8. Develop a program that implements the cosine transform based filters, (including Cesaro, and Vallee Poussin filters), and use the program for signal filtering. Display the results.
Project-3 (Computer or hardware implementation, sample)
1. Develop a program that implements the second-order Peaking and Notching filters. Display the results
2. Verify (experimentally) the basic properties of the Chebyshev system. Develop a program that implements the Chebyshev filters. Display the results
3. Verify (experimentally) the basic properties of the Butterworth system. Develop a program that implements the classical Butterworth filter. Display the results
4. Analysis of Gaussian and Butterworth Band-reject and Notch filters on Enhancing and Cleaning Noisy Images
5. The primary goal of this project is to introduce the concept of the Coordinate Logic Filter and provide exs of two applications of the filter in the area of image processing. The first application, the majority coordinate logic filter, is described and the results of applying the filter to an image with varying paper (impulse) noise are compared. In the last section we will see how a coordinate logic filter can be used to quickly implement an edge detection function. Matlab will be used to execute all exs shown in this project. Specifically it can be used to generate the noise, add the noise to the image, create the filter, apply the filter to the image, measure the filter results, and execute the edge detection algorithm.
6. The goal of this project is to understand the fundamental principles of subband decomposition and filter banks. To help solidify the concepts learned, a simple filter bank is designed to perform basic audio equalization.
7. The purpose of this project is to investigate the utility of using a polynomial filter to improve an image’s appearance when the image is blurred or smeared in some way. (P.Fontanot and G. Ramponi, “A polynomial filter for the preprocessing of mail address images”, IEEE Winter Workshop on Nonlinear Digital Signal Processing, pp.2.1_6.1-2.1_6.6, 1993.N. Otsu, “A Threshold Selection Method from Gray-Level Histograms”, IEEE Trans. on Systems, Man, and Cybernetics, Vol. SMC-9, no.1, pp.62-66, Jan 1979.P.K. Sahoo, S.Soltani, Wong, Chen, “A Survey of Thresholding Techniques”, Computer Vision, Graphics and Image Processing, Vol. 41, pp.233-260, 1988.)
The purpose of these projects is to gain a practical understanding the visual phenomena of the digital filters.
Project Report and Presentation
Title: A Comparison of the Effectiveness of an IIR Notch Filter vs. Fourier series FIR Notch Filter on Low Frequency
Sinusoidal Noise in Images
Table of Contents
- Abstract
- Introduction
- Background
- Filter Design
- Computer Simulations
- Performance Evaluation
- Conclusion
- References
- Matlab Code
Abstract: Maximum 200 words.
The purpose of these projects is to gain a practical understanding the visual phenomena of the Notch Filter and Fourier filters
Introduction: Clearly describe the nature of the problem, purpose, and contribution of the project.

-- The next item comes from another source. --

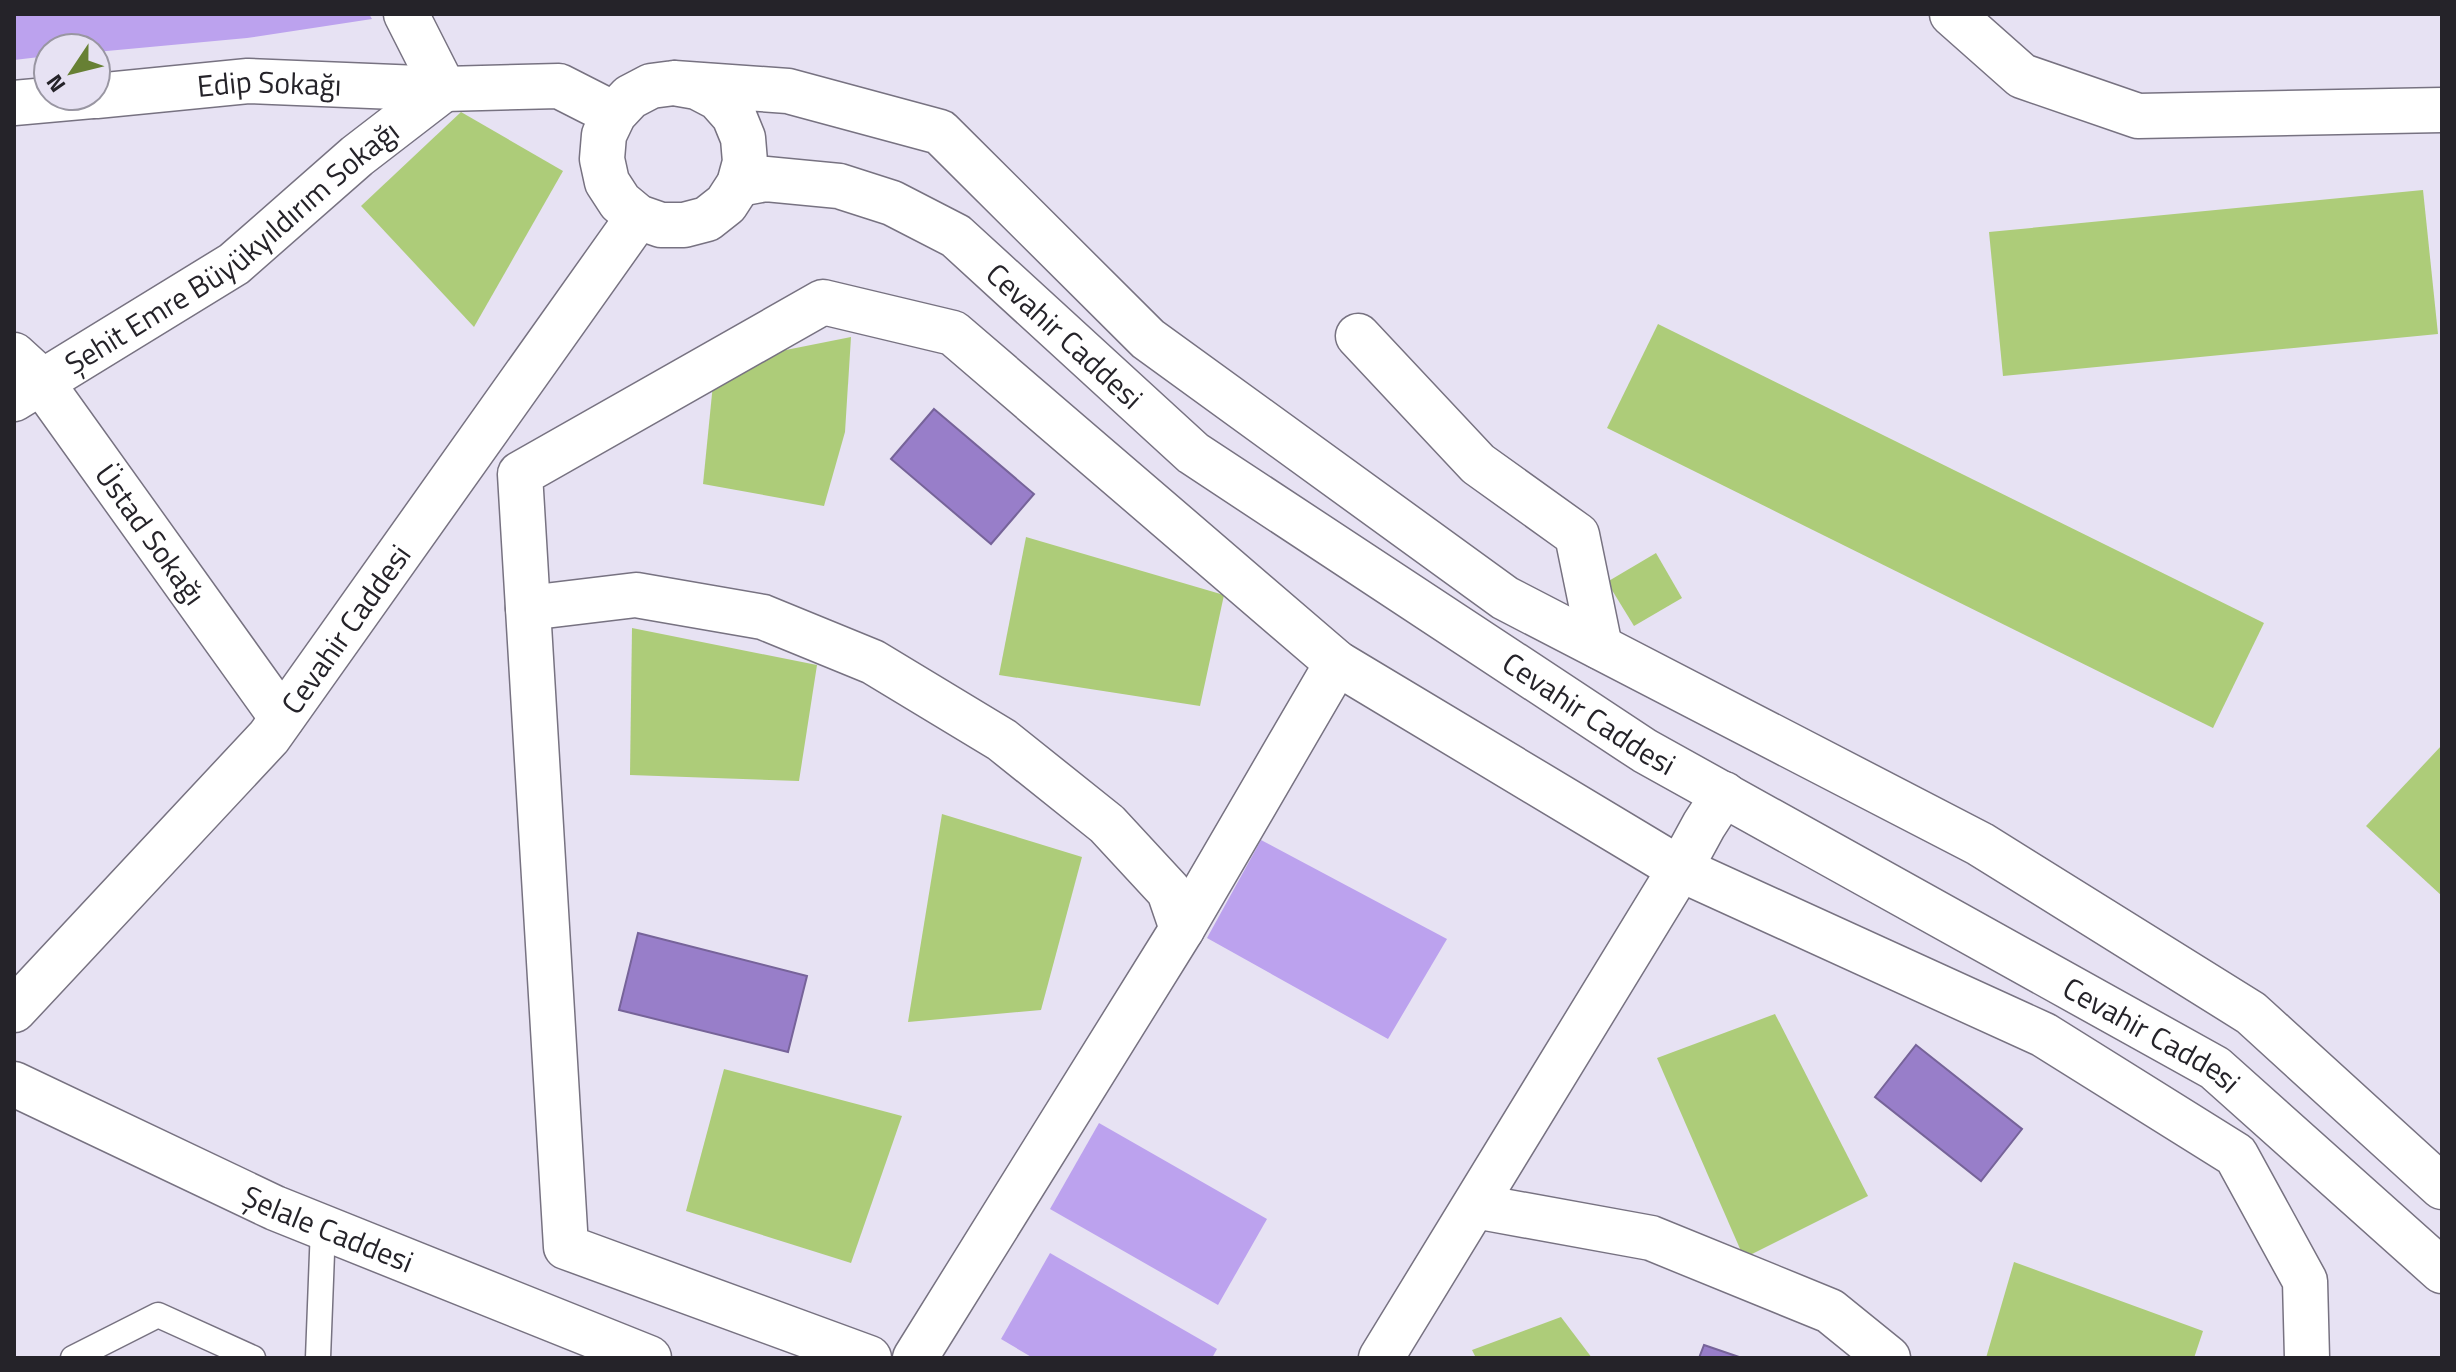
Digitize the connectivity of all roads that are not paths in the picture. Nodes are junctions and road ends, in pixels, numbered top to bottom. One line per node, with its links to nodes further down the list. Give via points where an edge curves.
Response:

Background: It will consist of either a theoretical analysis of a digital filter or the design, programming, and simulation of a filtering algorithm for a particular application (or some combination of the two).

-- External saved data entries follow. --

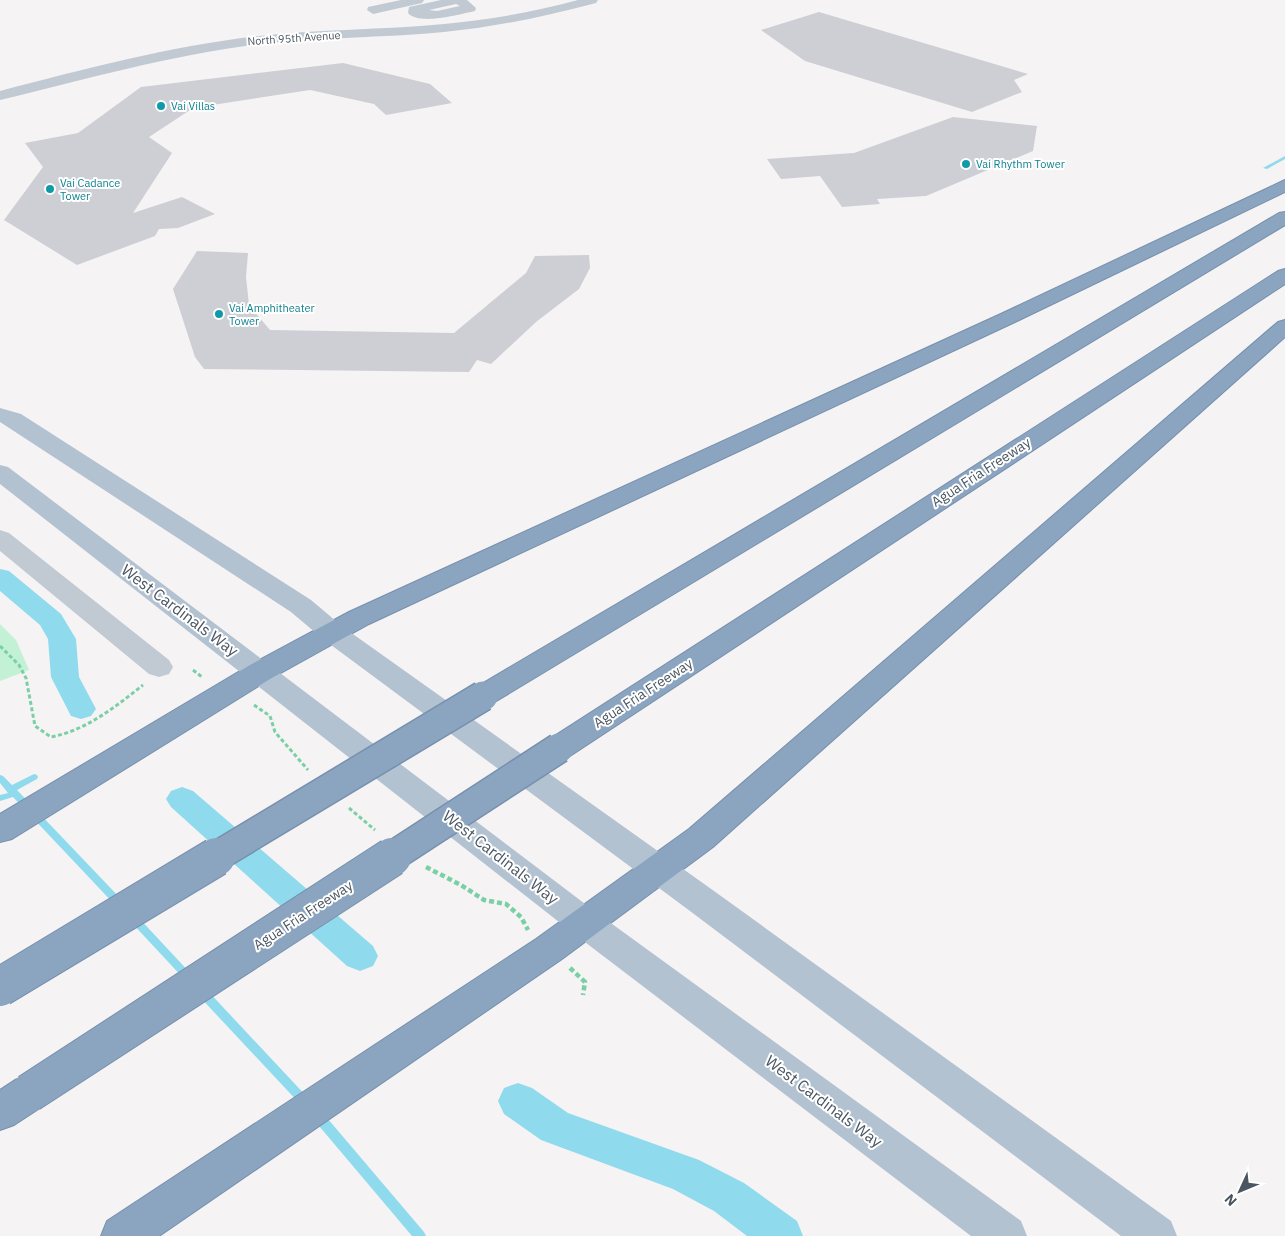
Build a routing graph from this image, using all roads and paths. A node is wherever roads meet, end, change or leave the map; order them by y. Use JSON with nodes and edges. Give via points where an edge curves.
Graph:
{"nodes":[{"id":1,"x":418,"y":0,"type":"edge"},
{"id":2,"x":592,"y":0,"type":"edge"},
{"id":3,"x":369,"y":5,"type":"edge"},
{"id":4,"x":375,"y":33,"type":"junction"},
{"id":5,"x":0,"y":96,"type":"edge"},
{"id":6,"x":1285,"y":185,"type":"edge"},
{"id":7,"x":1285,"y":217,"type":"edge"},
{"id":8,"x":1285,"y":275,"type":"edge"},
{"id":9,"x":1285,"y":326,"type":"edge"},
{"id":10,"x":0,"y":415,"type":"edge"},
{"id":11,"x":0,"y":472,"type":"edge"},
{"id":12,"x":0,"y":538,"type":"edge"},
{"id":13,"x":333,"y":633,"type":"junction"},
{"id":14,"x":0,"y":646,"type":"edge"},
{"id":15,"x":160,"y":667,"type":"dead end"},
{"id":16,"x":260,"y":672,"type":"junction"},
{"id":17,"x":117,"y":705,"type":"dead end"},
{"id":18,"x":247,"y":705,"type":"dead end"},
{"id":19,"x":313,"y":775,"type":"dead end"},
{"id":20,"x":341,"y":801,"type":"dead end"},
{"id":21,"x":0,"y":830,"type":"edge"},
{"id":22,"x":378,"y":832,"type":"dead end"},
{"id":23,"x":422,"y":864,"type":"dead end"},
{"id":24,"x":659,"y":870,"type":"junction"},
{"id":25,"x":586,"y":922,"type":"junction"},
{"id":26,"x":527,"y":946,"type":"junction"},
{"id":27,"x":0,"y":987,"type":"edge"},
{"id":28,"x":14,"y":1103,"type":"edge"},
{"id":29,"x":130,"y":1230,"type":"edge"},
{"id":30,"x":1006,"y":1236,"type":"edge"},
{"id":31,"x":1156,"y":1236,"type":"edge"}],
"edges":[{"from":1,"to":3,"type":"street"},
{"from":2,"to":4,"type":"street","name":"North 95th Avenue","via":[[502,21]]},
{"from":3,"to":4,"type":"street"},
{"from":4,"to":5,"type":"street","name":"North 95th Avenue","via":[[288,37],[216,46]]},
{"from":6,"to":13,"type":"highway","via":[[1019,313],[359,618]]},
{"from":7,"to":27,"type":"highway","bridge":true},
{"from":8,"to":28,"type":"highway","name":"Agua Fria Freeway","bridge":true},
{"from":9,"to":24,"type":"highway","via":[[755,792]]},
{"from":10,"to":13,"type":"main road","via":[[13,419],[301,606]]},
{"from":11,"to":16,"type":"main road","name":"West Cardinals Way"},
{"from":12,"to":15,"type":"street"},
{"from":13,"to":16,"type":"highway"},
{"from":13,"to":24,"type":"main road"},
{"from":14,"to":17,"type":"path","via":[[19,665],[26,678],[35,726],[52,737],[70,733]]},
{"from":16,"to":21,"type":"highway"},
{"from":16,"to":25,"type":"main road","name":"West Cardinals Way"},
{"from":18,"to":19,"type":"path","via":[[254,704],[270,716],[275,732]]},
{"from":20,"to":22,"type":"path"},
{"from":23,"to":26,"type":"path","via":[[484,900],[506,904],[521,917]]},
{"from":24,"to":25,"type":"highway"},
{"from":24,"to":31,"type":"main road"},
{"from":25,"to":26,"type":"highway"},
{"from":25,"to":30,"type":"main road","name":"West Cardinals Way"},
{"from":26,"to":29,"type":"highway"}]}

Filter Design: The purpose of this project is to experiment with designing custom frequency domain filters, or masks, for filtering different kind of noises.
Computer Simulations:
1. Design and implement your filtering routine in MATLAB based on the provided special signals and images and ground truth data.
2. Helps: Activities: Read image and display it. Use functions imread and imagesc. Take the forward Fourier transform and display it. Use the functions fft2 and fftshift
3. Create the frequency filter image.
4. Using the function pixval of image toolbox move the mouse cursor over the magnitude spectrum of the image to determines the coordinates of the "stars" (coherent noise).
5. Use the function put_m.m to help you to put the mask (See put_m.m and put_mask on Workspace).
6. Take the inverse Fourier transform, determine the magnitude spectrum and display the result. Use functions ifft2 and ifftshift.
7. Determine the absolute difference of the two images and display the result.